> _Exercise requirements_
Search the records below for the word "data" and show every line where it occurs.

────────────────

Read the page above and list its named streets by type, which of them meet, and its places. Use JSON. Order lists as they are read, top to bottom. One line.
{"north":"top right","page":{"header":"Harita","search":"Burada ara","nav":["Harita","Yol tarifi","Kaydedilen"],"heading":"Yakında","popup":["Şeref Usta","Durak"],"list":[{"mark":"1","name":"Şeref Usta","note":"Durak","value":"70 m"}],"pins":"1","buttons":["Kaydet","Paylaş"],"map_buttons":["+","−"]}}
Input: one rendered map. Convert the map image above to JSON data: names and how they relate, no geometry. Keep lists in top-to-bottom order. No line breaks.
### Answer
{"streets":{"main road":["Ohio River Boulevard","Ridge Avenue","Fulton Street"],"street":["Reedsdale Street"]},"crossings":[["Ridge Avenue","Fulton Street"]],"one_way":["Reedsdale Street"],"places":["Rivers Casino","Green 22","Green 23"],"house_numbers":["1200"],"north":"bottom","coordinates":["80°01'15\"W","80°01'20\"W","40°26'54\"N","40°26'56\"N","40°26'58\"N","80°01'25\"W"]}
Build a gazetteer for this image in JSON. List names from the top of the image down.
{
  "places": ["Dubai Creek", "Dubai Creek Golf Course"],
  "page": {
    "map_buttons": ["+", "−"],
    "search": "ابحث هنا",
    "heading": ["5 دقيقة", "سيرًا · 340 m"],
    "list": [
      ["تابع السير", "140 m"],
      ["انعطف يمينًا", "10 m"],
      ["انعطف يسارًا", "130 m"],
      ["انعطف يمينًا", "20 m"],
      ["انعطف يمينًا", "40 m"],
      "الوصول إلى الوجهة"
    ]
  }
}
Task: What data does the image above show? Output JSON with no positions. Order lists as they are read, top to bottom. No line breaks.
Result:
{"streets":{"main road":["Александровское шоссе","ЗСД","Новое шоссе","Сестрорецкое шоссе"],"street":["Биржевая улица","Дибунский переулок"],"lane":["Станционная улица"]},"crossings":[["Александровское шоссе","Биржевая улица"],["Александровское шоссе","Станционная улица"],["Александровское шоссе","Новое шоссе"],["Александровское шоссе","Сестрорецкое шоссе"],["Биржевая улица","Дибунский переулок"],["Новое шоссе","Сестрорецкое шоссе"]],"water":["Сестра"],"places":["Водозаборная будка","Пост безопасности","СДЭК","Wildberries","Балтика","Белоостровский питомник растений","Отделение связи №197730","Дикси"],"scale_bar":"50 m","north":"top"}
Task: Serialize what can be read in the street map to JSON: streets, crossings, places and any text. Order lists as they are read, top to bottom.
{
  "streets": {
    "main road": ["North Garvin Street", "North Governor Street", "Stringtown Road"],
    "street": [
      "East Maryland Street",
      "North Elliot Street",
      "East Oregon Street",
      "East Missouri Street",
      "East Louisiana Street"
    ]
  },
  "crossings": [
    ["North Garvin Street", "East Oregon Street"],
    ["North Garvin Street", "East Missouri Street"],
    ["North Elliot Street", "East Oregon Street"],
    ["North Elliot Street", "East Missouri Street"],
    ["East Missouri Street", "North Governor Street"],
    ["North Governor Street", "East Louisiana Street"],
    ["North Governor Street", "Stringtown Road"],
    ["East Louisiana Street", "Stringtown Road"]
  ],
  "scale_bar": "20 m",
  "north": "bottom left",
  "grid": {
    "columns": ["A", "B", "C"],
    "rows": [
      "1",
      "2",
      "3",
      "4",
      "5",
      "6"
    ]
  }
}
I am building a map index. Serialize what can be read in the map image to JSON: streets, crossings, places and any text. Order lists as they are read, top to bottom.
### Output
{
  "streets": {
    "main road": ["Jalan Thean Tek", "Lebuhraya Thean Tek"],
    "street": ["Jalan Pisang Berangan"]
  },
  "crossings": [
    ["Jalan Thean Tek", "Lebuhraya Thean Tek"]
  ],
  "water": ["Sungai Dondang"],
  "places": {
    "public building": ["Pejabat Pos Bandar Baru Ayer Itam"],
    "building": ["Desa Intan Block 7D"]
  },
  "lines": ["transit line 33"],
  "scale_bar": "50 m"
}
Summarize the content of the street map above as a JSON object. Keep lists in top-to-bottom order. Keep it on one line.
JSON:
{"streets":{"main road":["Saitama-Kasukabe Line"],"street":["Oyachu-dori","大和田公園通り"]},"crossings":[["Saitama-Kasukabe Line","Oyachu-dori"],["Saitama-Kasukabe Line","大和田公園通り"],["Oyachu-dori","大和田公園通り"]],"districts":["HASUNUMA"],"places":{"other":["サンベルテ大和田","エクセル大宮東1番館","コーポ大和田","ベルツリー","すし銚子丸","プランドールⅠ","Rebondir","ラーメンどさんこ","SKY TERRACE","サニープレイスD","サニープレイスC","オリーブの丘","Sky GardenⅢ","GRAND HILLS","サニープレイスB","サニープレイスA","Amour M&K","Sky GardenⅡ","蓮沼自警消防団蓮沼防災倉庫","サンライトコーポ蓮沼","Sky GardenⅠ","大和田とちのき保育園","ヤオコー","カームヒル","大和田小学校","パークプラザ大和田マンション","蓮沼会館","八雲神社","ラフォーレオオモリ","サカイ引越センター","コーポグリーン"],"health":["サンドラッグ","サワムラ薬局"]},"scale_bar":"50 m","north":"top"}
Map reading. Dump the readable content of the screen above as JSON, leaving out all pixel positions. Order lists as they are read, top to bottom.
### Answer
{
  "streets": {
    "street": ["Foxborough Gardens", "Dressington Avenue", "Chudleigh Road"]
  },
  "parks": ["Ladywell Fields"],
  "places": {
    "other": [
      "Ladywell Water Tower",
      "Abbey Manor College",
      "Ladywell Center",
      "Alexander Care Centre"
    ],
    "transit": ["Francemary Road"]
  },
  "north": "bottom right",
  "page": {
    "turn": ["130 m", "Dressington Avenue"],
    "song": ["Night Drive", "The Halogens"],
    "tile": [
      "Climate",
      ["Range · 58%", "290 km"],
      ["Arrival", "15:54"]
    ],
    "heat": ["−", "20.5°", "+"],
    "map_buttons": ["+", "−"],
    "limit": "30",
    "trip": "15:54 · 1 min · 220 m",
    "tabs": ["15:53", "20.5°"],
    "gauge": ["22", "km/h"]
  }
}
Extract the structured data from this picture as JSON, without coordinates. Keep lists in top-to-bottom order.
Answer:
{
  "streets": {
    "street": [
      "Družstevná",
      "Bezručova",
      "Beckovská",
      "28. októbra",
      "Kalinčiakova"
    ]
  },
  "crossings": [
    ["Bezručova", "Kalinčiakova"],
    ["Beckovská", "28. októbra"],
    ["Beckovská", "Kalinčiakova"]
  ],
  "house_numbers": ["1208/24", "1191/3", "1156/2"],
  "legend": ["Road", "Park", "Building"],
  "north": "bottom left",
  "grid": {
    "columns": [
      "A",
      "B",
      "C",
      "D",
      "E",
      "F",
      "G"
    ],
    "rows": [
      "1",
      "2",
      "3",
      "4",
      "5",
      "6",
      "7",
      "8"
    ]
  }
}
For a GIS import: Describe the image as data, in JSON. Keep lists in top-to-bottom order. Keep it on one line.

────────────────

> _Reply_
Input: one rendered map. Convert the map image above to JSON data: names and how they relate, no geometry. Keep lists in top-to-bottom order. No line breaks.
Task: What data does the image above show? Output JSON with no positions. Order lists as they are read, top to bottom. No line breaks.
Extract the structured data from this picture as JSON, without coordinates. Keep lists in top-to-bottom order.
For a GIS import: Describe the image as data, in JSON. Keep lists in top-to-bottom order. Keep it on one line.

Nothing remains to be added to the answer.